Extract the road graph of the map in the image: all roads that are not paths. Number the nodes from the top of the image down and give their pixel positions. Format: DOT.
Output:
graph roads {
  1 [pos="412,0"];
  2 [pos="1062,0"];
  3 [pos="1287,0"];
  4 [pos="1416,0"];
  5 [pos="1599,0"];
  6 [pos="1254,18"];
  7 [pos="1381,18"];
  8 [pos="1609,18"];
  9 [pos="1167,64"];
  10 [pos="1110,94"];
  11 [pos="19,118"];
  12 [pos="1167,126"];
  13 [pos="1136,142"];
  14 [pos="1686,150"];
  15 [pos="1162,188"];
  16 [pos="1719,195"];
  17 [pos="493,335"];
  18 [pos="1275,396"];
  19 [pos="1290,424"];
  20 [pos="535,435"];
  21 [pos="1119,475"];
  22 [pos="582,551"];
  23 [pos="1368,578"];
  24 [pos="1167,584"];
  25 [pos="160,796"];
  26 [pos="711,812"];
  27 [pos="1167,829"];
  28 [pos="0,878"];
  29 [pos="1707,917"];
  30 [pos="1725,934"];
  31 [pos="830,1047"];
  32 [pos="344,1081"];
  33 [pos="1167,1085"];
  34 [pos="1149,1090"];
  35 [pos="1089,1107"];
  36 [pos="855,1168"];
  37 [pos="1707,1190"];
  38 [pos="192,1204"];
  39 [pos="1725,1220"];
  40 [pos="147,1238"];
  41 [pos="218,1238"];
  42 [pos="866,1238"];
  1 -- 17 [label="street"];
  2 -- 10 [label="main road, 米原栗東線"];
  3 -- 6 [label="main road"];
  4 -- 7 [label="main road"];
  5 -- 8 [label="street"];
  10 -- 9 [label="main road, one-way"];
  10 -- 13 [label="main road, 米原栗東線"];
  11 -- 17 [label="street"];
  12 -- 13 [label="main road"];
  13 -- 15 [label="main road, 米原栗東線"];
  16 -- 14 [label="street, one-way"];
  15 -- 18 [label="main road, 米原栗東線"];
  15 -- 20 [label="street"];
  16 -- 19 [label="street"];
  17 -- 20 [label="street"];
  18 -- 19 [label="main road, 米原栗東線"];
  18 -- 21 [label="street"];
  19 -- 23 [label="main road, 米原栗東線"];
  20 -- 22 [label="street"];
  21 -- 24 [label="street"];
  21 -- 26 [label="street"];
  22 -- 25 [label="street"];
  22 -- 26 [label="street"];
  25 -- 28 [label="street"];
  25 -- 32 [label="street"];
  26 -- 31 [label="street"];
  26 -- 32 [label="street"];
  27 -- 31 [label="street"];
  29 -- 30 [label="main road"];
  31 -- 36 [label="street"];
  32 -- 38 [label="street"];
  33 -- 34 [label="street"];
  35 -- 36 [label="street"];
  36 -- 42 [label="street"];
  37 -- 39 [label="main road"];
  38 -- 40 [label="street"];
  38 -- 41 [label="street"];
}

▶ [The problem] After checking the entries, state how many lines contain "roads", and write nothing but the number.

▶ [Your solution] 2